Reicht es wirklich aus, den achtlos verschmutzten Putzfetzen mehr oder weniger sorgfältig auf ein Hartschaumplatte zu affichieren, oder ist es nicht vielmehr erst seine Präsentation in einer Galerie, welche die Herzen der Kunstsinnigen höher schlagen lässt? Welchen Anteil hat der in diesem Zusammenhang scheinbar unvermeidliche, in exklusiv exkludierender Sprache verfasster Text, welcher sich einerseits in überheblicher Ironie am Kunstbegriff abarbeitet, und in nur scheinbarem Widerspruch dazu gleichzeitig das Kunstsein des Putzfetzens zu rechtfertigen sucht?
Was sollte so ein Putzfetzen dann also kosten? Herstellungsaufwand, abgegolten zum durchschnittlichen Stundensatz einer Fahrradwerkstatt, plus Material? Das ergäbe Neunundneunzig Euro. Das erscheint nur auf den ersten Blick fair, aber ist es dann noch Kunst? Für dieses kleine Geld kann man ausschließlich einen gerahmten Putzfetzen erwerben, ein ziemlicher stolzer Preis für so ein dermaßen sinnloses Objekt. Wer echte Kunst erwerben will, wird nicht umhinkommen den vollen Preis von Eintausendendreihundertzwölf Euro zu bezahlen, um durch die Höhe der Investition bar jeden Zweifels des Kunstseins, des Putzfetzens versichtert zu sein.

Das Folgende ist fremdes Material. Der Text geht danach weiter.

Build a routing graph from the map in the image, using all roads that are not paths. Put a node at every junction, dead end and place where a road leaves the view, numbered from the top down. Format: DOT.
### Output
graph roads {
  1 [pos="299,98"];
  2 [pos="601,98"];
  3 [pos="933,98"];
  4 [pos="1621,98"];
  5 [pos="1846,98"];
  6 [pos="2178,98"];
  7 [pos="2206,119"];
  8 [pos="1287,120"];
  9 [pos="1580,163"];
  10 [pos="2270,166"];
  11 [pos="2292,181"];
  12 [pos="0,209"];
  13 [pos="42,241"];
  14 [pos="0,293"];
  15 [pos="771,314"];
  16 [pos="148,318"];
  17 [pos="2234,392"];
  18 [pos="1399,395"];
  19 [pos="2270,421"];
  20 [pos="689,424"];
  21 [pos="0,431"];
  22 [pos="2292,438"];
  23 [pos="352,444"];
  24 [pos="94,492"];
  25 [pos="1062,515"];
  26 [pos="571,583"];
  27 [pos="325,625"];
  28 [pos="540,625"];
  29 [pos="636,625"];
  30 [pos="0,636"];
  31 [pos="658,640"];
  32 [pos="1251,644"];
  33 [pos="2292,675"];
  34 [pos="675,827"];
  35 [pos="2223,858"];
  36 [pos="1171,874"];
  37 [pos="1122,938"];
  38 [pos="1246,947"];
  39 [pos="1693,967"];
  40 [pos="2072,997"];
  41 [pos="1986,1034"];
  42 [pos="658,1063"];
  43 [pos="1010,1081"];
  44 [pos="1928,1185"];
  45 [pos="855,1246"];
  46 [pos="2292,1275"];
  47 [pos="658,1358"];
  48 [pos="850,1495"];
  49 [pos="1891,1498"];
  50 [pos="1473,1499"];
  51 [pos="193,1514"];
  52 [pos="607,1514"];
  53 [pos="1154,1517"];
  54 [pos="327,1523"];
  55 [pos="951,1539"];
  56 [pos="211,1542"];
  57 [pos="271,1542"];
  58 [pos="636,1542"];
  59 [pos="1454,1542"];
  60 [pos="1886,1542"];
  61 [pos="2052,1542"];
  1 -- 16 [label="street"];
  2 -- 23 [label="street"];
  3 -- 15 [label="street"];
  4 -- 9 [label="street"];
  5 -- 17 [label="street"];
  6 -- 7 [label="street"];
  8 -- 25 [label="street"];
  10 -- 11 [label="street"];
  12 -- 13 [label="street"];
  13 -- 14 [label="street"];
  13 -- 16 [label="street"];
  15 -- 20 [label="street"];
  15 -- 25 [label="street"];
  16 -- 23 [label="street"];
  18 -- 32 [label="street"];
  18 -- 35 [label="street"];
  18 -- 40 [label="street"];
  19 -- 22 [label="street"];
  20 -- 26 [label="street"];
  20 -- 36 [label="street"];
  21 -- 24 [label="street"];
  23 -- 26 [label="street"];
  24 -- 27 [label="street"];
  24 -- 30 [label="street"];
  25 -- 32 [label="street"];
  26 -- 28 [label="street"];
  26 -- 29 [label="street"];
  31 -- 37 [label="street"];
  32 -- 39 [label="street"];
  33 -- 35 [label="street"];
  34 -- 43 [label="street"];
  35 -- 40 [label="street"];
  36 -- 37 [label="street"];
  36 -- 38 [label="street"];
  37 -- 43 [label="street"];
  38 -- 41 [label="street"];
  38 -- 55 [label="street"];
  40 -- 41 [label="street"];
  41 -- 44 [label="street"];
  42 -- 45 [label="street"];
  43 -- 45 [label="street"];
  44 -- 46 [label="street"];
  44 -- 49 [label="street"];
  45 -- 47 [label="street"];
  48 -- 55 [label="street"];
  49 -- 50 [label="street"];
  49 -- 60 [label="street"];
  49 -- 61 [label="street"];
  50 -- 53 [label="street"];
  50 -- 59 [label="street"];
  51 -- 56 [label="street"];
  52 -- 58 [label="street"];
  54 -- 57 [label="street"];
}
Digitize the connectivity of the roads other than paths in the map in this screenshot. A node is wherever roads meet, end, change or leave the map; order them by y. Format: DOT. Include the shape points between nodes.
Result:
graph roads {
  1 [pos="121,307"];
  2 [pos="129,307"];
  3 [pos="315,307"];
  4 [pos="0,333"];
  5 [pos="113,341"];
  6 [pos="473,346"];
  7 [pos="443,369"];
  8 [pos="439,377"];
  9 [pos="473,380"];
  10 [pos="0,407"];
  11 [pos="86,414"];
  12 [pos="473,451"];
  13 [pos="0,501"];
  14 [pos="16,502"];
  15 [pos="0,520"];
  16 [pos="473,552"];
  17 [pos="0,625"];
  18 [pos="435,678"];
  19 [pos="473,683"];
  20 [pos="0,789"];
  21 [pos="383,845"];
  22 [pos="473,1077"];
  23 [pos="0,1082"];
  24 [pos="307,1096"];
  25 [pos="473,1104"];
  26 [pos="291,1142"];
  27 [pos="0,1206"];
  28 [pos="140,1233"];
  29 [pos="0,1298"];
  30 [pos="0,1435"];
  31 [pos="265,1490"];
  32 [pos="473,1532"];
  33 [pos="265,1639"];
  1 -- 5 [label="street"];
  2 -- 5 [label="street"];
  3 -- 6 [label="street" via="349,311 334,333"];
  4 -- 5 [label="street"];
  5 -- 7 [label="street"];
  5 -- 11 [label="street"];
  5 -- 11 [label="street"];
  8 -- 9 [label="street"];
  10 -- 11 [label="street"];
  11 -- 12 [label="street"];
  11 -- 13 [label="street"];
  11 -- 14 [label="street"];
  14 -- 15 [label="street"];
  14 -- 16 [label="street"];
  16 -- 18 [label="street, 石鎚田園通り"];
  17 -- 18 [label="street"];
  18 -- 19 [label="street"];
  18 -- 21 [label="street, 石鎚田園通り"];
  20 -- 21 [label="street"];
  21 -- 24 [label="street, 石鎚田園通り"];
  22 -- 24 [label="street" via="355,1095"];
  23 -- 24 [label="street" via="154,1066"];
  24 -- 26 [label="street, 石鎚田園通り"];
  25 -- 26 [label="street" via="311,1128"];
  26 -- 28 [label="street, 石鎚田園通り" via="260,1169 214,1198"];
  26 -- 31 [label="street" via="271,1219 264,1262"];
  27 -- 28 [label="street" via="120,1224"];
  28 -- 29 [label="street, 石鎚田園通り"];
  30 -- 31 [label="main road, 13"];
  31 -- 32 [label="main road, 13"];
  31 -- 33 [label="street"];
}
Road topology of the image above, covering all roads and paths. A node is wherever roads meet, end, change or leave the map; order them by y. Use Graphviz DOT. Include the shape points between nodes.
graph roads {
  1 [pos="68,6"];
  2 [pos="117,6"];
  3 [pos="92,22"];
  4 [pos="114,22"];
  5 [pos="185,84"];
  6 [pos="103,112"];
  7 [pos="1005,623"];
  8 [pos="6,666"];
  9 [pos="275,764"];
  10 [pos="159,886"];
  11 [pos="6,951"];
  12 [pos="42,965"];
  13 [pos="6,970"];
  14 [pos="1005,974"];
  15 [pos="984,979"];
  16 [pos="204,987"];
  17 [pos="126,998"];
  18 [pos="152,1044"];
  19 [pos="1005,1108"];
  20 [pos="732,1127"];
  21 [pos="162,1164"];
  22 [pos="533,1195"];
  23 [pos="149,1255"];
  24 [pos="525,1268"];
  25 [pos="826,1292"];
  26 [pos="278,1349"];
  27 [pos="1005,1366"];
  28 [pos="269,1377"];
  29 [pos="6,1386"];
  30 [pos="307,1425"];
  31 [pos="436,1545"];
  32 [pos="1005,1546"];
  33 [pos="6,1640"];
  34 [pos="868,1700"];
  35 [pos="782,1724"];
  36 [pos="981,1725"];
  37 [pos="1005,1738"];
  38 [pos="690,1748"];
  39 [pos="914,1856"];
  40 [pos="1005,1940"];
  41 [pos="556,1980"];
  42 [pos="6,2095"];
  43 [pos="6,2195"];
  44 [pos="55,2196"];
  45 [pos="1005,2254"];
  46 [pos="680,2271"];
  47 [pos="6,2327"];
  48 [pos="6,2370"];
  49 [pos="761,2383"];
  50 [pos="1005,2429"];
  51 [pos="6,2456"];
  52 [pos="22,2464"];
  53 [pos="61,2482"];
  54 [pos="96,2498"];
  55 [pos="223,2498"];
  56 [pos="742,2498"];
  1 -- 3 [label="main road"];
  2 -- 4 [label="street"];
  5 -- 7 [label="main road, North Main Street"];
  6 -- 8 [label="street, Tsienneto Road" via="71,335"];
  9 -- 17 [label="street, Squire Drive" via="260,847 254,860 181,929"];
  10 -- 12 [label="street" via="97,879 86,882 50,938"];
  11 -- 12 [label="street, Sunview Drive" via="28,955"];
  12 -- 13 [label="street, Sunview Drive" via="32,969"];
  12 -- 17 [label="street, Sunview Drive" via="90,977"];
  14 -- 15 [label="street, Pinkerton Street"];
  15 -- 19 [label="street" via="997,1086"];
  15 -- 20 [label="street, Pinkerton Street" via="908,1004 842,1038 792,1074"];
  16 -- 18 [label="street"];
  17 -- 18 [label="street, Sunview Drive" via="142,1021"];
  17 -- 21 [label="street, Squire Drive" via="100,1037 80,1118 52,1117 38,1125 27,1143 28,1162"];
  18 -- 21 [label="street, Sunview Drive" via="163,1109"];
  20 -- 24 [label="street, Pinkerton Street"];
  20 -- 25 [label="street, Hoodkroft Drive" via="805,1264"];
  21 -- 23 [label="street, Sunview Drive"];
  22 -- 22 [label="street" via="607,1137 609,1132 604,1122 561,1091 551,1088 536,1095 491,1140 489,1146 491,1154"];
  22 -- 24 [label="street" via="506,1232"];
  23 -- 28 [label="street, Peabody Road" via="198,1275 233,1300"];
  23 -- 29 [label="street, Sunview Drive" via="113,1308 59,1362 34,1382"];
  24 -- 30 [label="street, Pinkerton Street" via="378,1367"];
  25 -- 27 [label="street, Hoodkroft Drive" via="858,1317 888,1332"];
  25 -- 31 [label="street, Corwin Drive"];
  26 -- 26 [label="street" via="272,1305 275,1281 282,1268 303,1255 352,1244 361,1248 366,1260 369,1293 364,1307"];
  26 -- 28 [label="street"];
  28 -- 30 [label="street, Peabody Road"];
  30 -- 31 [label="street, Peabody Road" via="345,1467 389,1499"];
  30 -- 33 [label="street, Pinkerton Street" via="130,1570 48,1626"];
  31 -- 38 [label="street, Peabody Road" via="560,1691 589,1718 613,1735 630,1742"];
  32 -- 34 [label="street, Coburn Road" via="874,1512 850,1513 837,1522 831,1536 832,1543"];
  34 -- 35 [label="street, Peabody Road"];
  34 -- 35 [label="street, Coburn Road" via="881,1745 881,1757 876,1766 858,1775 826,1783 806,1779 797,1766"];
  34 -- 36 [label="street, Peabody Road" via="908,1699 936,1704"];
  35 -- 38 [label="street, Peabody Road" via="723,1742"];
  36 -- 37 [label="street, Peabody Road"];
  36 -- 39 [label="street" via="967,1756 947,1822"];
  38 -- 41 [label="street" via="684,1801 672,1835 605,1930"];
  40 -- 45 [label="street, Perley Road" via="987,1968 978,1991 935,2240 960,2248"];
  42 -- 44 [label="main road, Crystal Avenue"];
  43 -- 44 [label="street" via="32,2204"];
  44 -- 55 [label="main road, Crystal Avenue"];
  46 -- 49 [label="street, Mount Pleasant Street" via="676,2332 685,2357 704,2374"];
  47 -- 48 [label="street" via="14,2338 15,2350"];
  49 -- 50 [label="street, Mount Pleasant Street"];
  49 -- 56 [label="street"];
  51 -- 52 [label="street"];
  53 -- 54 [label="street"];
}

Kunst oder nicht Kunst, wie gut würde ein Triptychon dieser Putzfetzen den hohen Wänden vieler von Designermöbeln bestückten Altbauwohnungen zu Gesicht stehen! Ganz abgesehen vom ästhetischen Mehrwert, könnte man den staunenden Gästen auch noch eine gute Geschichte zum Besten geben, vom studierten Fahrradmechaniker und seinen rekontextualisierten Putzfetzen, in dieser kleinen Galerie am Yppenplatz und wie die Putzfetzen auf einmal Kunst waren.
“If everybody is an artist, who’s gonna fix your bike?”
Karl Ernst, August 2022
Karl ERNSt *1984
Noch während des zügig in 22 Semestern absolvierten Studiums der Kunstgeschichte gründete Karl Ernst gemeinsam mit Freund:innen aus der Wiener Bikekitchen, in der er seit ihrer Gründung 2008 aktiv ist, die kollektiv geführte Radwerkstatt “das Radhaus” im fünften Bezirk. Sowohl Neigung als auch Talent folgend machte er das Reparieren bedürftiger Fahrräder schließlich zu seinem Beruf. Aus der Verbindung der früheren theoretischen Auseinandersetzung mit Bildender Kunst und dem mittlerweile praktischen Putzen von Fahrrädern entstand die Idee für diese Ausstellung.